When determining which interventional method to use in patients who need carotid revascularization, a meta-analysis published online Oct. 23 in JAMA Surgery found that patient age should be a major consideration.
“It seems that CEA [carotid endarterectomy] is associated with improved neurologic outcomes compared with CAS [carotid stenting] in elderly patients, at the expense of increased perioperative mortality, whereas both procedures are associated with increased risk of adverse cardiac events in advanced age,” wrote the authors, led by George A. Antoniou, MD, PhD, of Hellenic Red Cross Hospital in Athens, Greece.
The authors performed a meta-analysis of 44 studies consisting of more than 512,000 CEA procedures and more than 75,000 CAS procedures. They found stenting associated with a higher stroke incidence in older patients compared with younger patients (odds ratio [OR] 1.56).

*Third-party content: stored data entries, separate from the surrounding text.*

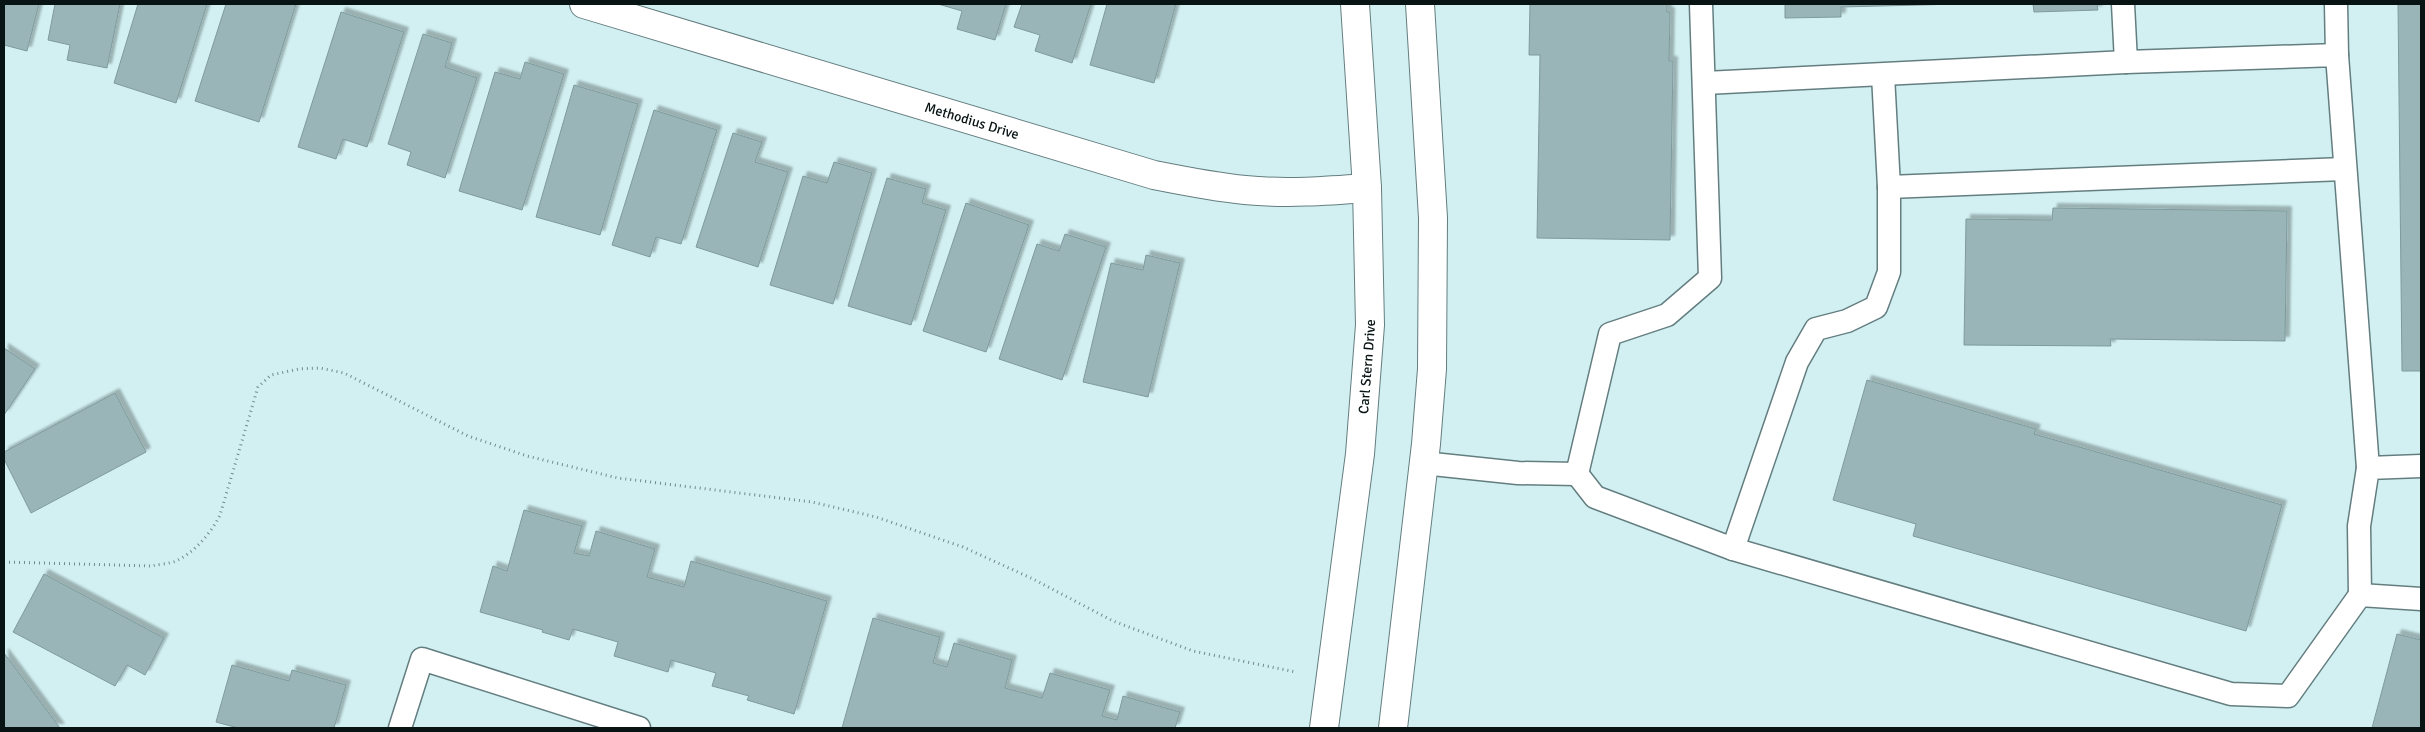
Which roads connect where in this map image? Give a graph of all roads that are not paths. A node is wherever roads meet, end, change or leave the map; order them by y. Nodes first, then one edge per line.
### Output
1 (584, 4) edge
2 (1355, 4) edge
3 (1420, 4) edge
4 (1700, 4) edge
5 (2123, 4) edge
6 (2336, 4) edge
7 (2337, 55) junction
8 (2126, 62) junction
9 (1883, 75) junction
10 (1705, 83) junction
11 (2344, 169) junction
12 (1889, 187) junction
13 (1367, 188) junction
14 (1424, 464) junction
15 (2421, 466) edge
16 (2368, 468) junction
17 (1577, 474) junction
18 (1733, 549) junction
19 (2360, 595) junction
20 (2421, 599) edge
21 (400, 728) edge
22 (639, 728) edge
23 (1324, 728) edge
24 (1393, 728) edge

1 - 13 street, Methodius Drive
2 - 13 street, Carl Stern Drive
3 - 14 street
4 - 10 lane
5 - 8 lane
6 - 7 lane
7 - 8 lane
7 - 11 lane
8 - 9 lane
9 - 10 lane
9 - 12 lane
10 - 17 lane
11 - 12 lane
11 - 16 lane
12 - 18 lane
13 - 23 street, Carl Stern Drive
14 - 17 lane
14 - 24 street
15 - 16 lane
16 - 19 lane
17 - 18 lane
18 - 19 lane
19 - 20 lane
21 - 22 lane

On the other hand, rates of incident adverse cerebrovascular outcomes were similar in older and younger patients who underwent CEA (OR 0.94).

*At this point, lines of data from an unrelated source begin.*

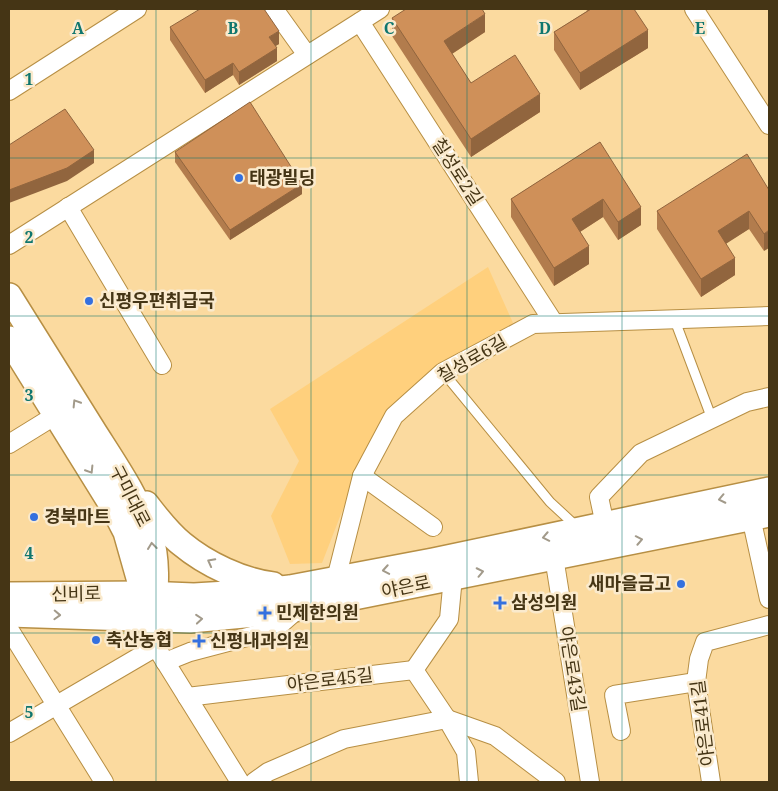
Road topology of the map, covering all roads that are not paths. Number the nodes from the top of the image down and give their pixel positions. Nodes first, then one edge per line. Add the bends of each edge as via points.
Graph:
1 (137, 9) edge
2 (274, 9) edge
3 (380, 9) edge
4 (694, 9) edge
5 (360, 22) junction
6 (307, 55) junction
7 (9, 91) edge
8 (769, 125) edge
9 (68, 207) junction
10 (9, 245) edge
11 (9, 296) edge
12 (769, 316) edge
13 (674, 318) junction
14 (554, 323) junction
15 (9, 339) edge
16 (162, 364) dead end
17 (443, 372) junction
18 (769, 397) edge
19 (56, 415) junction
20 (712, 419) junction
21 (9, 444) edge
22 (115, 465) junction
23 (362, 476) junction
24 (769, 490) edge
25 (760, 516) edge
26 (433, 527) dead end
27 (593, 528) junction
28 (554, 557) junction
29 (453, 577) junction
30 (336, 579) junction
31 (150, 594) junction
32 (9, 595) edge
33 (294, 598) junction
34 (769, 599) edge
35 (9, 614) edge
36 (150, 618) junction
37 (769, 625) edge
38 (9, 629) edge
39 (156, 647) junction
40 (165, 662) junction
41 (414, 670) junction
42 (696, 682) junction
43 (187, 697) junction
44 (56, 705) junction
45 (447, 719) junction
46 (621, 731) dead end
47 (9, 733) edge
48 (104, 782) edge
49 (240, 782) edge
50 (254, 782) edge
51 (469, 782) edge
52 (556, 782) edge
53 (590, 782) edge
54 (711, 782) edge

1 - 7 street
2 - 6 street
3 - 5 street
4 - 8 street
5 - 6 street
5 - 14 street, 칠성로2길
6 - 9 street
9 - 10 street
9 - 16 street
22 -> 11 street, 구미대로
12 - 13 street, 칠성로6길
13 - 14 street, 칠성로6길
13 - 20 lane
14 - 17 street, 칠성로6길 via 533,324
15 - 19 street, 구미대로
17 - 23 street, 칠성로6길 via 394,416
17 - 27 lane via 550,502
18 - 20 street via 747,402
19 - 21 street
19 -> 31 street, 구미대로 via 112,505
20 - 27 street via 641,453 599,496
31 -> 22 street, 구미대로 via 151,538 144,518
33 -> 22 street via 229,572 182,545
23 - 26 street
23 - 30 street, 칠성로6길
24 -> 27 street, 야은로
28 -> 25 street, 야은로
25 - 34 street
27 -> 30 street, 야은로
29 -> 28 street, 야은로
28 - 53 street, 야은로43길
29 - 33 street, 야은로
29 - 41 street via 449,619
30 - 33 street, 야은로
31 - 32 street, 신비로
31 - 33 street, 야은로
31 - 36 street, 구미대로
36 -> 33 street, 야은로 via 190,620 279,612
33 - 40 street via 274,630 190,652
35 -> 36 street, 야은로
36 - 39 street
37 - 42 street, 야은로41길 via 705,642
38 - 44 street
39 - 40 street
39 - 44 street
40 - 43 street
41 - 43 street, 야은로45길
41 - 45 street
42 - 46 street via 614,695
42 - 54 street, 야은로41길
43 - 49 street
44 - 47 street
44 - 48 street
45 - 50 street via 344,739 268,772
45 - 51 street via 466,752
45 - 52 street via 495,736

Mortality rates were higher, however, among older CEA patients (OR 1.62). Mortality rates during CAS were about the same in older and younger patients (OR 0.86). Older patients undergoing either type of procedure had a higher risk of MI (OR 1.64 in the CEA group and 1.30 in the CAS group).

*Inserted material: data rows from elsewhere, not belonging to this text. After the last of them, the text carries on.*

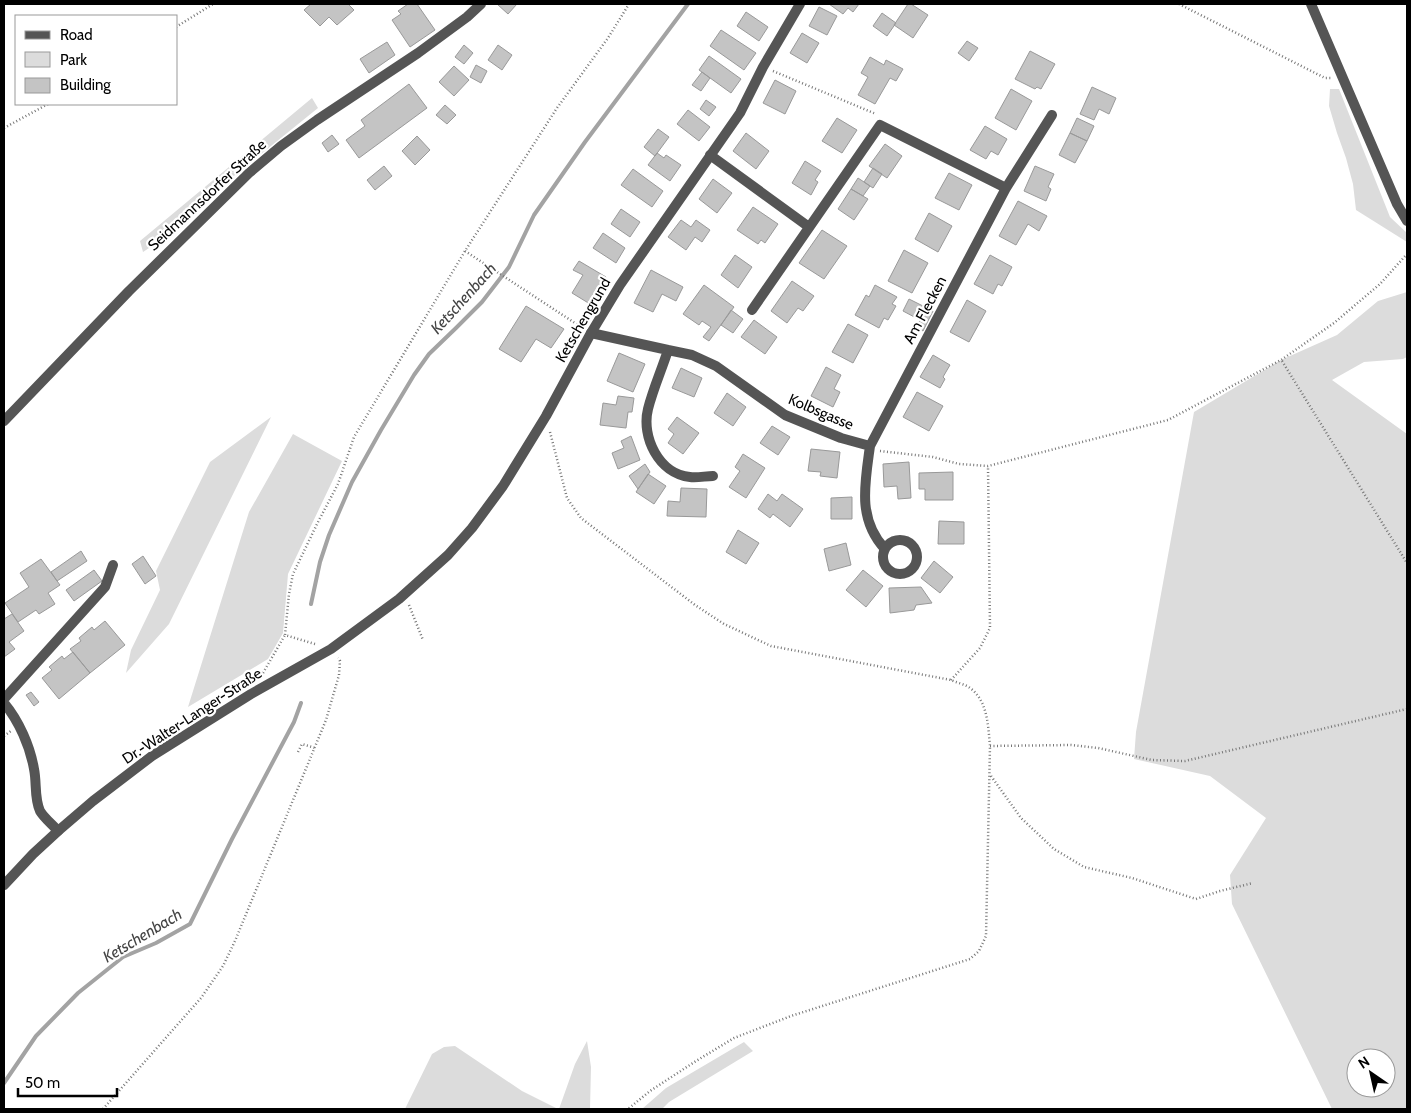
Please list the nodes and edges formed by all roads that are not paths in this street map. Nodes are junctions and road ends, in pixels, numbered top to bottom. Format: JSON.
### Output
{"nodes":[{"id":1,"x":481,"y":4,"type":"edge"},
{"id":2,"x":800,"y":4,"type":"edge"},
{"id":3,"x":1311,"y":4,"type":"edge"},
{"id":4,"x":1052,"y":115,"type":"dead end"},
{"id":5,"x":710,"y":155,"type":"junction"},
{"id":6,"x":1006,"y":188,"type":"junction"},
{"id":7,"x":1407,"y":220,"type":"edge"},
{"id":8,"x":809,"y":227,"type":"junction"},
{"id":9,"x":752,"y":310,"type":"dead end"},
{"id":10,"x":591,"y":333,"type":"junction"},
{"id":11,"x":668,"y":350,"type":"junction"},
{"id":12,"x":4,"y":420,"type":"edge"},
{"id":13,"x":870,"y":446,"type":"junction"},
{"id":14,"x":713,"y":476,"type":"dead end"},
{"id":15,"x":885,"y":548,"type":"dead end"},
{"id":16,"x":113,"y":565,"type":"dead end"},
{"id":17,"x":362,"y":627,"type":"joint"},
{"id":18,"x":4,"y":699,"type":"edge"},
{"id":19,"x":4,"y":703,"type":"edge"},
{"id":20,"x":58,"y":830,"type":"junction"},
{"id":21,"x":4,"y":884,"type":"edge"}],
"edges":[{"from":1,"to":12,"type":"street","name":"Seidmannsdorfer Straße"},
{"from":2,"to":5,"type":"street","name":"Ketschengrund"},
{"from":3,"to":7,"type":"street"},
{"from":4,"to":6,"type":"street","name":"Am Flecken"},
{"from":5,"to":8,"type":"street"},
{"from":5,"to":10,"type":"street","name":"Ketschengrund"},
{"from":6,"to":8,"type":"street"},
{"from":6,"to":13,"type":"street","name":"Am Flecken"},
{"from":8,"to":9,"type":"street"},
{"from":10,"to":11,"type":"street","name":"Kolbsgasse"},
{"from":10,"to":17,"type":"street","name":"Ketschengrund"},
{"from":11,"to":13,"type":"street","name":"Kolbsgasse"},
{"from":11,"to":14,"type":"street"},
{"from":13,"to":15,"type":"street"},
{"from":16,"to":18,"type":"street"},
{"from":17,"to":20,"type":"street","name":"Dr.-Walter-Langer-Straße"},
{"from":19,"to":20,"type":"street"},
{"from":20,"to":21,"type":"street","name":"Dr.-Walter-Langer-Straße"}]}
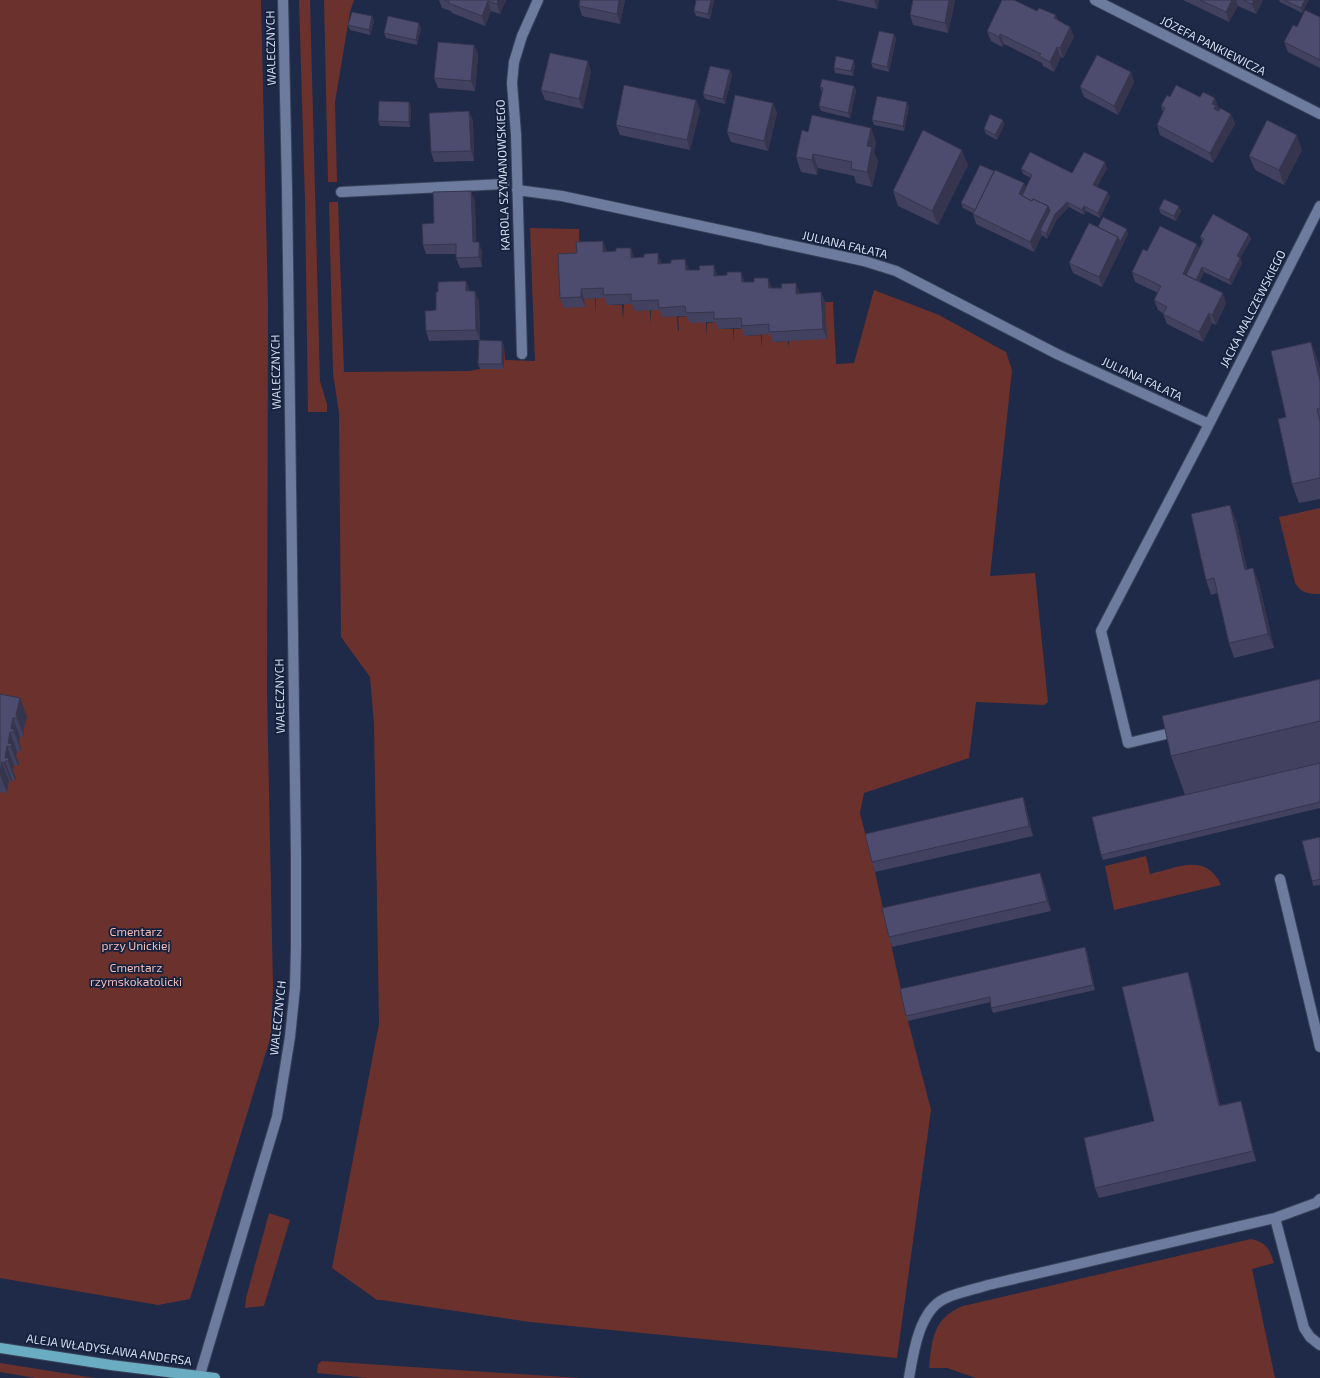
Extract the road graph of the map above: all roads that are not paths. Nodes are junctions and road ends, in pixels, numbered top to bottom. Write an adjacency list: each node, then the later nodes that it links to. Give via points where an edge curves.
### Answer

The neurologic risk of CAS in elderly patients, the authors explained, may be linked to the manipulation of the wire through “unfavorable” vascular anatomy, including areas of calcification, tortuosity and abnormal aortic arch characteristics.
“The results of the present analysis suggest that careful consideration of a constellation of clinical and anatomic factors is required before an appropriate treatment of carotid disease in elderly patients is selected,” wrote the authors.
The researchers acknowledged that a major limitation of the analysis was the differing definition of elderly patients. Some studies considered elderly patients to be older than 65, while others used 80 years or older to define elderly. To account for this variability, Antoniou and his colleagues evaluated outcomes in similar age groups, which, they said, confirmed their original analyses.
But in an accompanying editorial, R. Clement Darling III, MD, of The Vascular Group in Albany, N.Y., argued that the variability in age definition poses a problem when determining which approach is best.
However, he also said these findings as well as others from past studies suggest that “CEA and CAS seem to work equally well in younger patients, in expert hands.” In the elderly of any age, “CEA has better outcomes, with low morbidity, mortality and stroke rate and remains the gold standard.”